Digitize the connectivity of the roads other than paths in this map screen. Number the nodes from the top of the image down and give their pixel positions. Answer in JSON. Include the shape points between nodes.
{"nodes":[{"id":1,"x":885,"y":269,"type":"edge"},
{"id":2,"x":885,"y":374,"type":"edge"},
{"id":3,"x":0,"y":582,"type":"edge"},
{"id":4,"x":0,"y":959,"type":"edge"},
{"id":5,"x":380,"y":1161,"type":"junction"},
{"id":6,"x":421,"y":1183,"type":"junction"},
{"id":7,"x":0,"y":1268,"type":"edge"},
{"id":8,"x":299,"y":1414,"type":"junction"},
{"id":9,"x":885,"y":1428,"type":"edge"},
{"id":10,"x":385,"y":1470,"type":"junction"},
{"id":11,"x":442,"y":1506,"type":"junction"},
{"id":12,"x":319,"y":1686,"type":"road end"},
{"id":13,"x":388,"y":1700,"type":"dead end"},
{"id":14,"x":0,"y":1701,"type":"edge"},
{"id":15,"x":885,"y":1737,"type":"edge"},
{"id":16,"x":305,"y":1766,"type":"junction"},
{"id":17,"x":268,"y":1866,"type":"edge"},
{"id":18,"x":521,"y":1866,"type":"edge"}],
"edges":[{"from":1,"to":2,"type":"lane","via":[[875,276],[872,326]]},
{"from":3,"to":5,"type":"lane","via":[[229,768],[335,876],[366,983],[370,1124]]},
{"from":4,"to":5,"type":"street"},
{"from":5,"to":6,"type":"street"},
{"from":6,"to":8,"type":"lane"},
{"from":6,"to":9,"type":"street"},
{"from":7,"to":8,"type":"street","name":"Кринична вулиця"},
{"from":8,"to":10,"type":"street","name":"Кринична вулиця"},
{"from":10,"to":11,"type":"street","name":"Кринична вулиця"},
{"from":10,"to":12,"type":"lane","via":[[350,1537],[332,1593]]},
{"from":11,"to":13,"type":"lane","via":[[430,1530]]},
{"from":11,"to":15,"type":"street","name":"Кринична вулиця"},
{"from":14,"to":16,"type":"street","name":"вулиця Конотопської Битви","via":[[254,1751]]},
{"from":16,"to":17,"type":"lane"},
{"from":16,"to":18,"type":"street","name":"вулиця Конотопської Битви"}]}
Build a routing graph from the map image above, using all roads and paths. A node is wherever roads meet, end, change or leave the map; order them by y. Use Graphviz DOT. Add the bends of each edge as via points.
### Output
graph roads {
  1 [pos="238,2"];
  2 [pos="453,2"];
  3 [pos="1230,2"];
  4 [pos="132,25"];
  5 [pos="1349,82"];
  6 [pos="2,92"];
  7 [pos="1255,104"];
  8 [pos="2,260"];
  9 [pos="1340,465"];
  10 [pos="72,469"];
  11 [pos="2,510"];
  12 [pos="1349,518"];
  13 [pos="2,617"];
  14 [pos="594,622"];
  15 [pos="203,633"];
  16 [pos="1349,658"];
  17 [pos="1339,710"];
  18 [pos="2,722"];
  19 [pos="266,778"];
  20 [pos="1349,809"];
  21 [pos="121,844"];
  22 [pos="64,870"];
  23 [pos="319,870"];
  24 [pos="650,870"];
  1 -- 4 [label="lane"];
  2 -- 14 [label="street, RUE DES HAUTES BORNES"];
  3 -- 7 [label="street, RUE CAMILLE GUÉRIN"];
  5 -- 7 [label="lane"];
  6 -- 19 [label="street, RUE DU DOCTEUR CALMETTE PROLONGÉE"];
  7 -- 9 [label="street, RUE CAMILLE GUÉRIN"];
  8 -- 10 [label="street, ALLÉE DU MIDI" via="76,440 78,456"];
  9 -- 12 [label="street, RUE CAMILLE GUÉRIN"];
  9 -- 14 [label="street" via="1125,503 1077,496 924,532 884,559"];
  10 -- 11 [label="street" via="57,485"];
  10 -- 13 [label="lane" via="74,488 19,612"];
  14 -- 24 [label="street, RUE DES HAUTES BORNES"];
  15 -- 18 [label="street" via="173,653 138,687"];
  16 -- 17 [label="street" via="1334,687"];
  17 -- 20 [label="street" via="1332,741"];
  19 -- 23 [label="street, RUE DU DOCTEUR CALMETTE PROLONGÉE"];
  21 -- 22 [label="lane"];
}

================================

◆ **EXERCISE**:
Copy, word for word, the line that contains "Build a routing" and every line after it through the end of the records, and nothing else.

◆ **SOLUTION TO THIS PROBLEM**:
Build a routing graph from the map image above, using all roads and paths. A node is wherever roads meet, end, change or leave the map; order them by y. Use Graphviz DOT. Add the bends of each edge as via points.
### Output
graph roads {
  1 [pos="238,2"];
  2 [pos="453,2"];
  3 [pos="1230,2"];
  4 [pos="132,25"];
  5 [pos="1349,82"];
  6 [pos="2,92"];
  7 [pos="1255,104"];
  8 [pos="2,260"];
  9 [pos="1340,465"];
  10 [pos="72,469"];
  11 [pos="2,510"];
  12 [pos="1349,518"];
  13 [pos="2,617"];
  14 [pos="594,622"];
  15 [pos="203,633"];
  16 [pos="1349,658"];
  17 [pos="1339,710"];
  18 [pos="2,722"];
  19 [pos="266,778"];
  20 [pos="1349,809"];
  21 [pos="121,844"];
  22 [pos="64,870"];
  23 [pos="319,870"];
  24 [pos="650,870"];
  1 -- 4 [label="lane"];
  2 -- 14 [label="street, RUE DES HAUTES BORNES"];
  3 -- 7 [label="street, RUE CAMILLE GUÉRIN"];
  5 -- 7 [label="lane"];
  6 -- 19 [label="street, RUE DU DOCTEUR CALMETTE PROLONGÉE"];
  7 -- 9 [label="street, RUE CAMILLE GUÉRIN"];
  8 -- 10 [label="street, ALLÉE DU MIDI" via="76,440 78,456"];
  9 -- 12 [label="street, RUE CAMILLE GUÉRIN"];
  9 -- 14 [label="street" via="1125,503 1077,496 924,532 884,559"];
  10 -- 11 [label="street" via="57,485"];
  10 -- 13 [label="lane" via="74,488 19,612"];
  14 -- 24 [label="street, RUE DES HAUTES BORNES"];
  15 -- 18 [label="street" via="173,653 138,687"];
  16 -- 17 [label="street" via="1334,687"];
  17 -- 20 [label="street" via="1332,741"];
  19 -- 23 [label="street, RUE DU DOCTEUR CALMETTE PROLONGÉE"];
  21 -- 22 [label="lane"];
}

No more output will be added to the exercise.